WORK ORDER: A picture-free, exact reproduction of the listing that follows is required.

PROVIDED DATA:
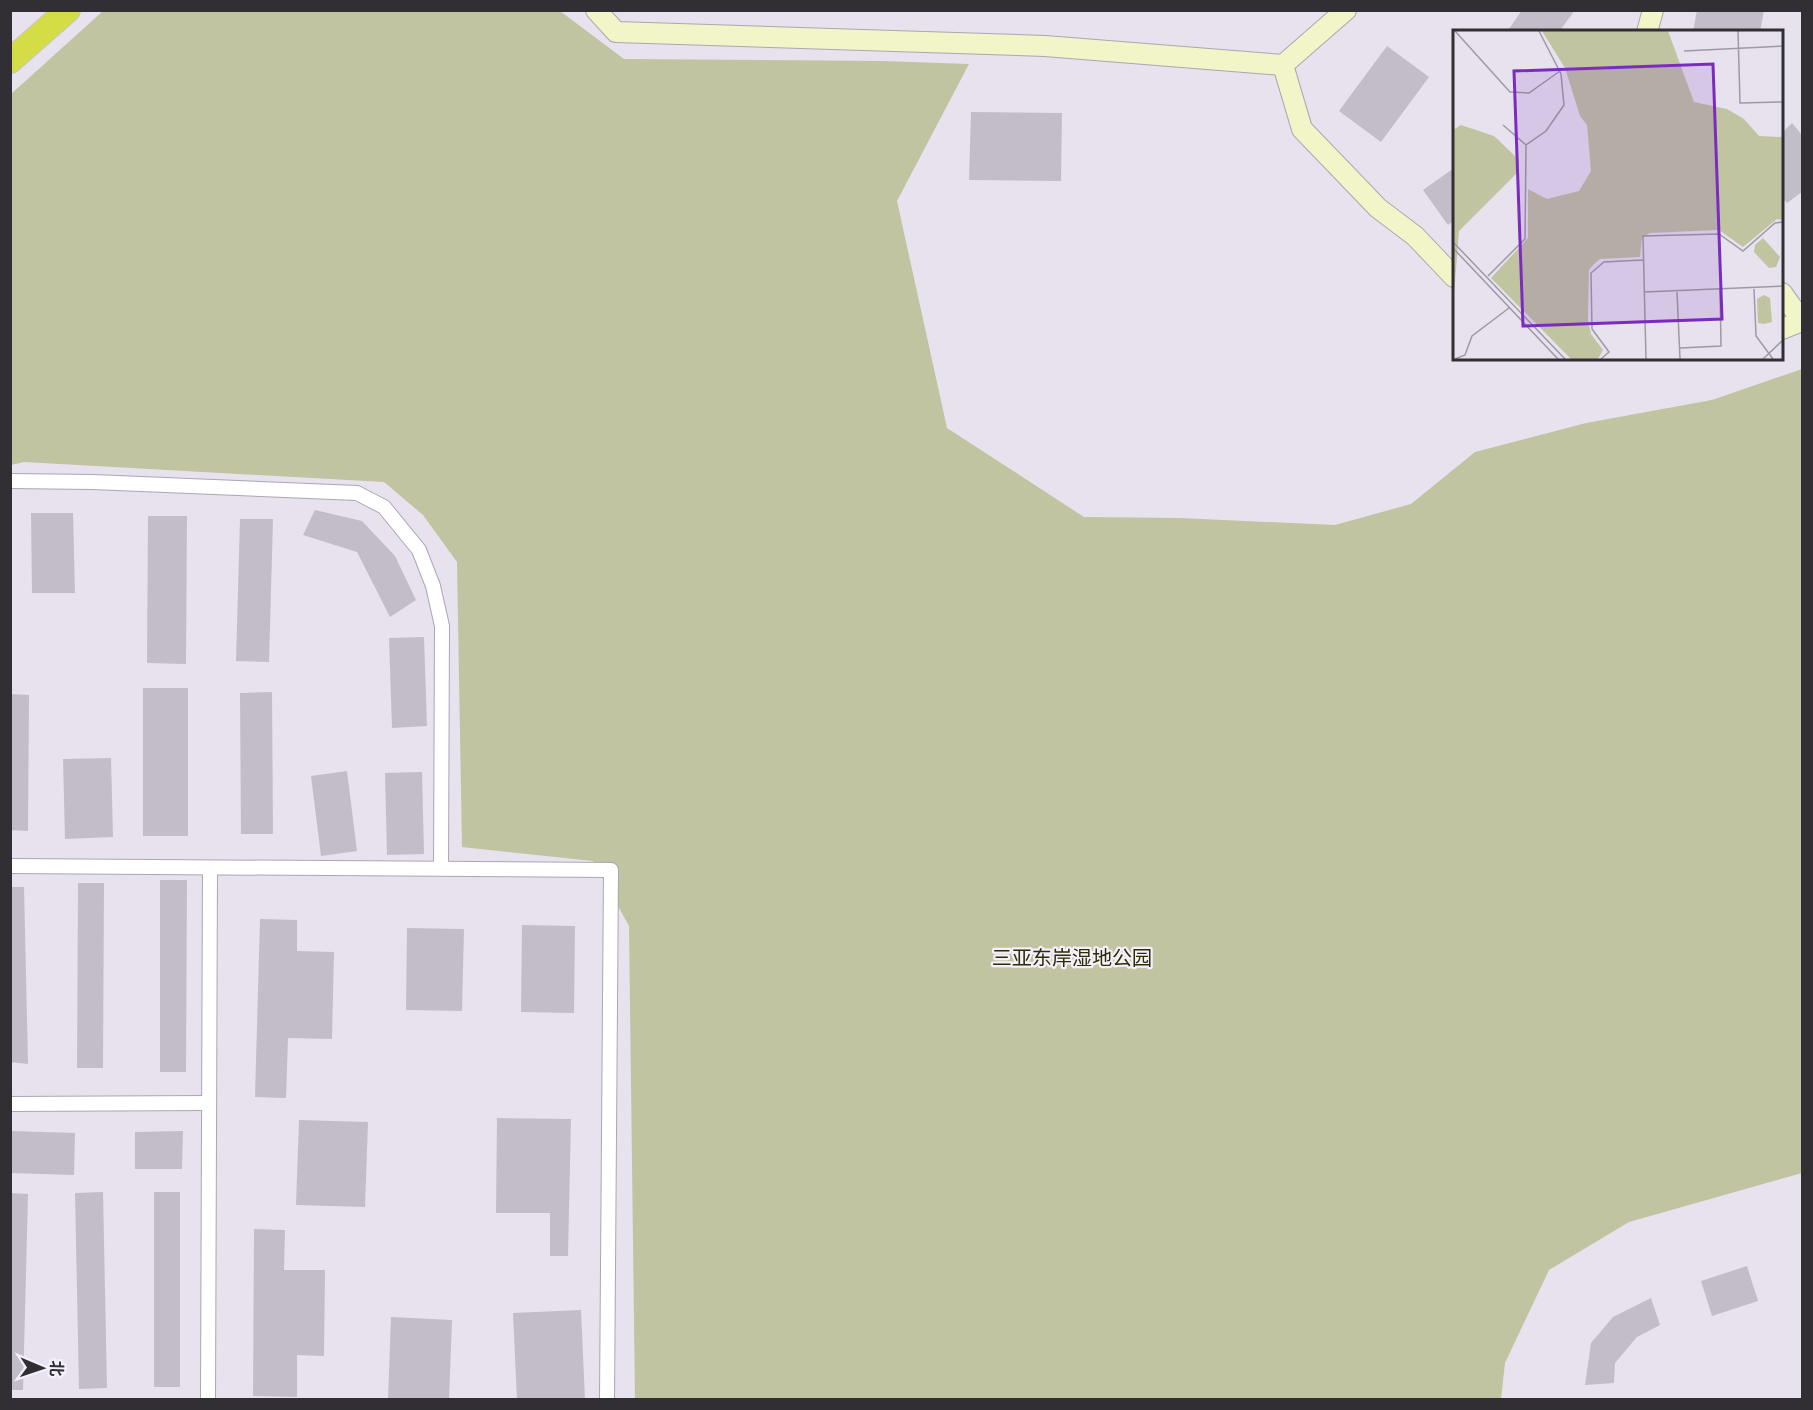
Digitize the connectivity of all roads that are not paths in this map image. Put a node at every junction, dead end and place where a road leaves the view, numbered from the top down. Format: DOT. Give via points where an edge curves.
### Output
graph roads {
  1 [pos="68,10"];
  2 [pos="596,10"];
  3 [pos="1346,10"];
  4 [pos="1653,10"];
  5 [pos="1648,30"];
  6 [pos="10,61"];
  7 [pos="1283,65"];
  8 [pos="1453,275"];
  9 [pos="1783,294"];
  10 [pos="1802,321"];
  11 [pos="1783,329"];
  12 [pos="10,481"];
  13 [pos="10,866"];
  14 [pos="210,868"];
  15 [pos="441,868"];
  16 [pos="209,1103"];
  17 [pos="10,1104"];
  18 [pos="208,1400"];
  19 [pos="607,1400"];
  1 -- 6 [label="highway"];
  2 -- 7 [label="street" via="616,32 1045,46"];
  3 -- 7 [label="street"];
  4 -- 5 [label="street"];
  7 -- 8 [label="street" via="1302,129 1378,208 1415,236"];
  9 -- 10 [label="street"];
  10 -- 11 [label="street"];
  12 -- 15 [label="street" via="357,493 384,507 419,550 433,585 442,626"];
  13 -- 14 [label="street"];
  14 -- 15 [label="street"];
  14 -- 16 [label="street"];
  15 -- 19 [label="street" via="611,870"];
  16 -- 17 [label="street"];
  16 -- 18 [label="street"];
}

TASK RESPONSE:
Digitize the connectivity of all roads that are not paths in this map image. Put a node at every junction, dead end and place where a road leaves the view, numbered from the top down. Format: DOT. Give via points where an edge curves.
### Output
graph roads {
  1 [pos="68,10"];
  2 [pos="596,10"];
  3 [pos="1346,10"];
  4 [pos="1653,10"];
  5 [pos="1648,30"];
  6 [pos="10,61"];
  7 [pos="1283,65"];
  8 [pos="1453,275"];
  9 [pos="1783,294"];
  10 [pos="1802,321"];
  11 [pos="1783,329"];
  12 [pos="10,481"];
  13 [pos="10,866"];
  14 [pos="210,868"];
  15 [pos="441,868"];
  16 [pos="209,1103"];
  17 [pos="10,1104"];
  18 [pos="208,1400"];
  19 [pos="607,1400"];
  1 -- 6 [label="highway"];
  2 -- 7 [label="street" via="616,32 1045,46"];
  3 -- 7 [label="street"];
  4 -- 5 [label="street"];
  7 -- 8 [label="street" via="1302,129 1378,208 1415,236"];
  9 -- 10 [label="street"];
  10 -- 11 [label="street"];
  12 -- 15 [label="street" via="357,493 384,507 419,550 433,585 442,626"];
  13 -- 14 [label="street"];
  14 -- 15 [label="street"];
  14 -- 16 [label="street"];
  15 -- 19 [label="street" via="611,870"];
  16 -- 17 [label="street"];
  16 -- 18 [label="street"];
}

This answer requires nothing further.